Flash Fiction, Shorts

Winter Blunderland

The early morning January sky was dark. The only sound Astor could hear in the biting cold was the sleet as it slapped against the icy parking lot, the frozen husks of cars, and the top of her head. Why did she have to be out here now? Why did she have to work a job that made her get up at this ungodly hour?

When she tried to open the door of her old rusty, red Jeep she was met with resistance. The door wouldn’t budge. Typical. Sighing, Astor walked around and yanked on the passenger door. It too, was frozen shut.

Astor shoved her freezing hands into the folds of her overcoat and stamped the numbness from her feet. It was no use. Even if she went back inside to get hot water to pour over the door, the damn thing probably wouldn’t budge for at least fifteen minutes. She could walk to work, and be there in the same amount of time. It was shaping up to be yet another fun fun day.

As she crossed the street outside her apartment complex, Astor’s foot caught on a patch of ice. She felt her legs slip from under her, but managed to catch herself before hitting the ground. There weren’t any cars on the road, and she made it to the other side without another incident. The wind tore at her exposed face, and within minutes she was sniffing back snot. She kept her head down, focused on her feet, and did nothing else but will them to continue walking.

This is crazy.

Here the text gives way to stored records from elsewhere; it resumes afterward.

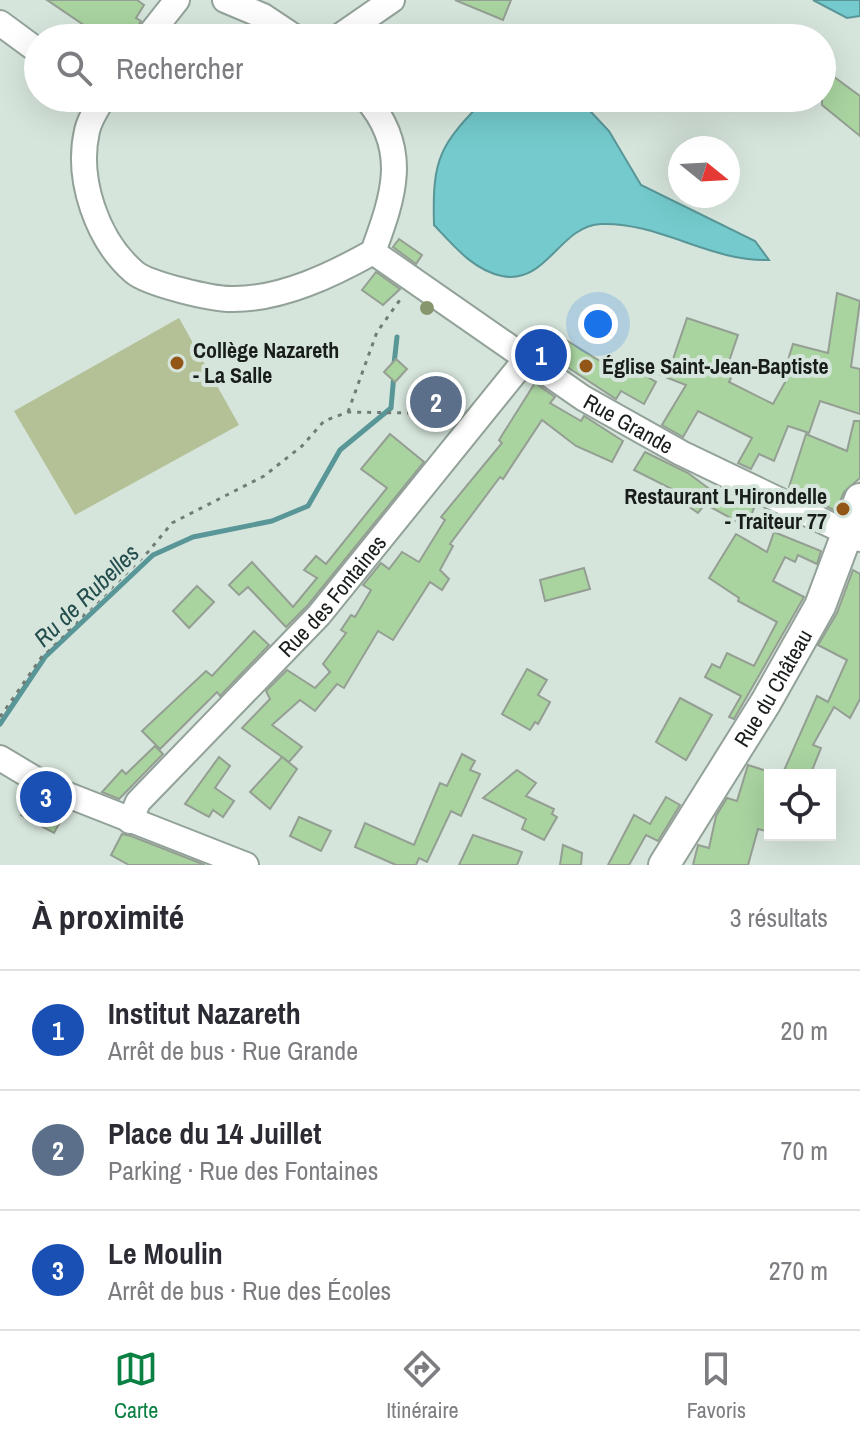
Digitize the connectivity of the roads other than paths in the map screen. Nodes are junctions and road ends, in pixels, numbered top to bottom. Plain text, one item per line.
1 (177, 0) edge
2 (225, 0) edge
3 (392, 0) edge
4 (0, 23) edge
5 (158, 24) edge
6 (275, 24) edge
7 (357, 24) edge
8 (24, 41) edge
9 (95, 112) edge
10 (378, 112) edge
11 (373, 252) junction
12 (526, 359) junction
13 (860, 499) edge
14 (855, 537) edge
15 (3, 767) edge
16 (130, 821) junction
17 (246, 865) edge
18 (664, 865) edge

1 - 5 street
2 - 6 street
3 - 7 street
4 - 8 street
9 - 11 street
10 - 11 street
11 - 12 street, Rue Grande
12 - 14 street, Rue Grande
12 - 16 street, Rue des Fontaines
13 - 14 main road, Rue du Château
14 - 18 main road, Rue du Château
15 - 16 street
16 - 17 street

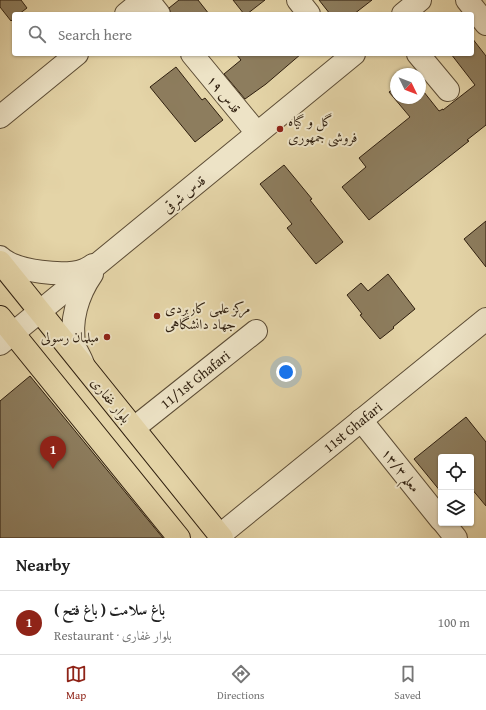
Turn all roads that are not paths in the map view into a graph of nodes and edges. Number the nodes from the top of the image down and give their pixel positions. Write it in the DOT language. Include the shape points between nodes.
graph roads {
  1 [pos="143,0"];
  2 [pos="148,0"];
  3 [pos="298,0"];
  4 [pos="420,0"];
  5 [pos="467,0"];
  6 [pos="128,12"];
  7 [pos="157,12"];
  8 [pos="307,12"];
  9 [pos="405,12"];
  10 [pos="486,24"];
  11 [pos="75,56"];
  12 [pos="194,56"];
  13 [pos="347,56"];
  14 [pos="420,56"];
  15 [pos="448,90"];
  16 [pos="0,117"];
  17 [pos="257,134"];
  18 [pos="0,257"];
  19 [pos="104,259"];
  20 [pos="0,262"];
  21 [pos="40,312"];
  22 [pos="486,320"];
  23 [pos="256,331"];
  24 [pos="4,332"];
  25 [pos="86,368"];
  26 [pos="361,420"];
  27 [pos="134,428"];
  28 [pos="449,529"];
  29 [pos="221,536"];
  30 [pos="179,538"];
  1 -- 6 [label="street"];
  2 -- 7 [label="street"];
  3 -- 8 [label="street"];
  4 -- 9 [label="street"];
  5 -- 10 [label="street"];
  11 -- 16 [label="street"];
  12 -- 17 [label="street, قدس ۱۹"];
  13 -- 17 [label="street, قدس شرقی"];
  14 -- 15 [label="street"];
  17 -- 19 [label="street, قدس شرقی"];
  18 -- 19 [label="street" via="26,270 57,272 84,270"];
  19 -- 21 [label="street, قدس شرقی"];
  19 -- 25 [label="street" via="86,283 77,305 73,326 75,347"];
  20 -- 21 [label="main road, بلوار غفاری"];
  21 -- 24 [label="street, قدس شرقی"];
  21 -- 25 [label="main road, بلوار غفاری"];
  22 -- 26 [label="street, 11st Ghafari"];
  23 -- 27 [label="street, 11/1st Ghafari"];
  24 -- 30 [label="main road"];
  25 -- 27 [label="main road, بلوار غفاری"];
  26 -- 28 [label="street, معلم ۱۳/۳"];
  26 -- 29 [label="street, 11st Ghafari"];
  27 -- 29 [label="main road, بلوار غفاری"];
}
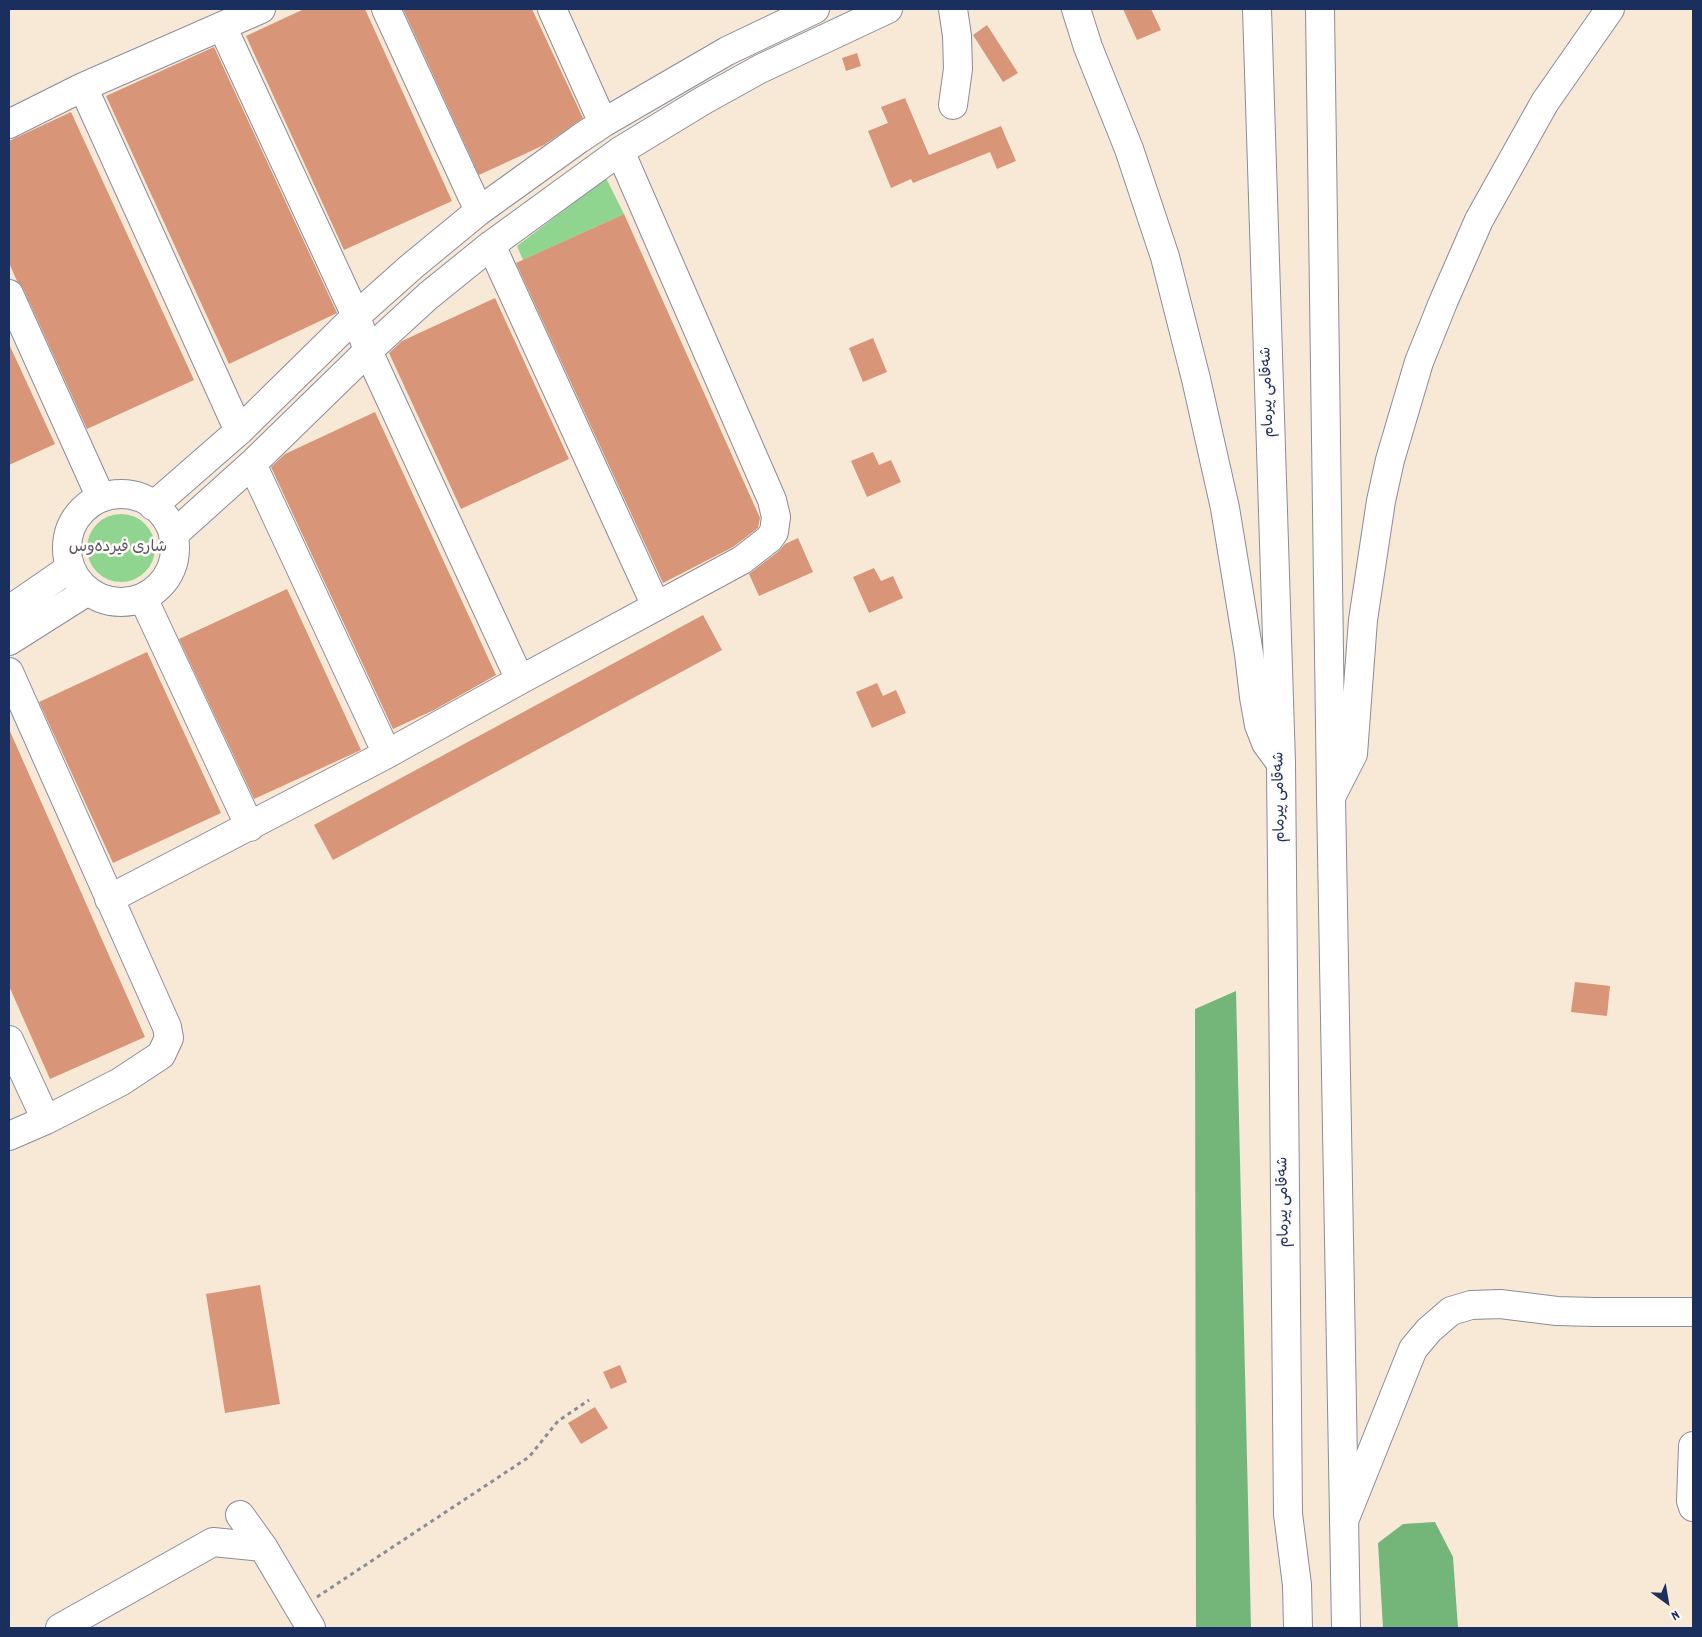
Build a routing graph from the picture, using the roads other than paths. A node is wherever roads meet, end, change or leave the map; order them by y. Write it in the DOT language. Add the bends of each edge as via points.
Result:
graph roads {
  1 [pos="261,9"];
  2 [pos="386,9"];
  3 [pos="552,9"];
  4 [pos="815,9"];
  5 [pos="888,9"];
  6 [pos="953,9"];
  7 [pos="1064,9"];
  8 [pos="1076,9"];
  9 [pos="1257,9"];
  10 [pos="1320,9"];
  11 [pos="1610,9"];
  12 [pos="1615,9"];
  13 [pos="222,26"];
  14 [pos="1595,32"];
  15 [pos="1088,47"];
  16 [pos="83,87"];
  17 [pos="953,105"];
  18 [pos="603,123"];
  19 [pos="9,124"];
  20 [pos="620,151"];
  21 [pos="478,211"];
  22 [pos="491,245"];
  23 [pos="9,294"];
  24 [pos="356,316"];
  25 [pos="368,351"];
  26 [pos="239,431"];
  27 [pos="252,464"];
  28 [pos="101,498"];
  29 [pos="154,506"];
  30 [pos="173,535"];
  31 [pos="70,568"];
  32 [pos="88,591"];
  33 [pos="143,598"];
  34 [pos="656,606"];
  35 [pos="9,610"];
  36 [pos="9,641"];
  37 [pos="9,672"];
  38 [pos="520,680"];
  39 [pos="387,754"];
  40 [pos="1281,763"];
  41 [pos="1331,796"];
  42 [pos="250,827"];
  43 [pos="109,899"];
  44 [pos="9,1040"];
  45 [pos="46,1120"];
  46 [pos="9,1136"];
  47 [pos="1693,1312"];
  48 [pos="1693,1446"];
  49 [pos="1693,1506"];
  50 [pos="240,1514"];
  51 [pos="1344,1521"];
  52 [pos="263,1548"];
  53 [pos="305,1618"];
  54 [pos="60,1628"];
  55 [pos="1298,1628"];
  56 [pos="1346,1628"];
  1 -- 13 [label="main road"];
  2 -- 21 [label="main road"];
  3 -- 18 [label="main road"];
  4 -- 18 [label="main road" via="727,51"];
  5 -- 20 [label="main road" via="760,69"];
  6 -- 17 [label="main road" via="958,69"];
  7 -- 15 [label="main road"];
  8 -- 15 [label="main road"];
  9 -- 40 [label="main road, شەقامی پیرمام"];
  10 -- 41 [label="main road"];
  11 -- 14 [label="main road"];
  12 -- 14 [label="main road"];
  13 -- 16 [label="main road"];
  13 -- 24 [label="main road"];
  14 -- 41 [label="main road" via="1545,102 1479,220 1420,362 1381,501 1363,620 1353,754"];
  15 -- 40 [label="main road" via="1165,257 1225,508 1259,725 1266,743"];
  16 -- 19 [label="main road"];
  16 -- 26 [label="main road"];
  18 -- 21 [label="main road"];
  20 -- 22 [label="main road"];
  20 -- 34 [label="main road" via="772,500 776,517 774,532 761,546 742,560"];
  21 -- 24 [label="main road"];
  22 -- 25 [label="main road"];
  22 -- 34 [label="main road"];
  23 -- 28 [label="main road"];
  24 -- 25 [label="main road"];
  24 -- 26 [label="main road"];
  25 -- 27 [label="main road"];
  25 -- 38 [label="main road"];
  26 -- 29 [label="main road"];
  27 -- 30 [label="main road"];
  27 -- 39 [label="main road"];
  28 -- 29 [label="main road" via="130,495"];
  28 -- 31 [label="main road" via="81,512 71,528 67,546"];
  29 -- 30 [label="main road" via="170,525"];
  30 -- 33 [label="main road" via="175,559 169,575"];
  31 -- 32 [label="main road"];
  31 -- 35 [label="main road"];
  32 -- 33 [label="main road" via="107,601 126,602"];
  32 -- 36 [label="main road"];
  33 -- 42 [label="main road"];
  34 -- 38 [label="main road"];
  37 -- 43 [label="main road"];
  38 -- 39 [label="main road"];
  39 -- 42 [label="main road"];
  40 -- 55 [label="main road, شەقامی پیرمام" via="1288,1514 1297,1585"];
  41 -- 51 [label="main road"];
  42 -- 43 [label="main road"];
  43 -- 45 [label="main road" via="170,1038 161,1055 120,1082"];
  44 -- 45 [label="main road"];
  45 -- 46 [label="main road"];
  47 -- 51 [label="main road" via="1557,1311 1500,1304 1472,1305 1451,1311 1428,1330 1413,1350"];
  48 -- 49 [label="main road"];
  50 -- 52 [label="main road"];
  51 -- 56 [label="main road"];
  52 -- 53 [label="main road"];
  52 -- 54 [label="main road" via="213,1542"];
}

Even if I do make it on time, there’s no way anyone will come in for coffee in this mess. 

Astor turned onto the rail trail that ran across town. It was her usual shortcut to work, but she preferred taking it in the summer time, when the leaves bristled from the welcome, cooling breeze. Currently, the trail was covered in four inches of snow and slush that had already soaked through Astor’s boots and socks. She tried to think of how welcome a nice hot latte would be once she got to work, but it did little to comfort her in the moment.

The trail led Astor through a field, across from which were several abandoned warehouses. There was a light in one of them, coming from the third floor. Astor glanced at it curiously, and felt her legs give out once again as she slipped on a patch of ice. this time she hit the ground hard, scraping her bare hands on the slush.

There was little pain, but Astor felt the tears coming anyway. Those warehouses were only a five minute walk from her place, but it’d easily taken her twice that long to get this far. The palms of her hands were red and raw, her toes numb and distant, and even the tears she was crying hurt as they froze halfway down her cheeks. Still, she had to get to work. So, wiping away the icicle tears, Astor picked herself up, and kept walking.

After another ten minutes of trudging through the thick slush, the sleet turned to a thick curtain of snow. Astor’s world was filled with static and grainy, white noise. Her thin frame rocked with each new gust of wind, but she pressed on.

Up ahead, Astor could just make out the faint outline of the Midtown Cafe.  There weren’t any lights on, but that was usual at this time. They wouldn’t be opening for another hour. She only hoped that Pete or Melissa were there to let her in, as she didn’t have a key. The numbness was spreading to her legs now, and she couldn’t feel her hands.

As she approached the door, she noticed a little sign on the window. It read: Closed due to weather. Will open tomorrow at regular business hours. No. Astor pulled at the locked door to no avail. Then her legs gave out, and she sunk to her knees in the wet snow. It was going to be a long walk back.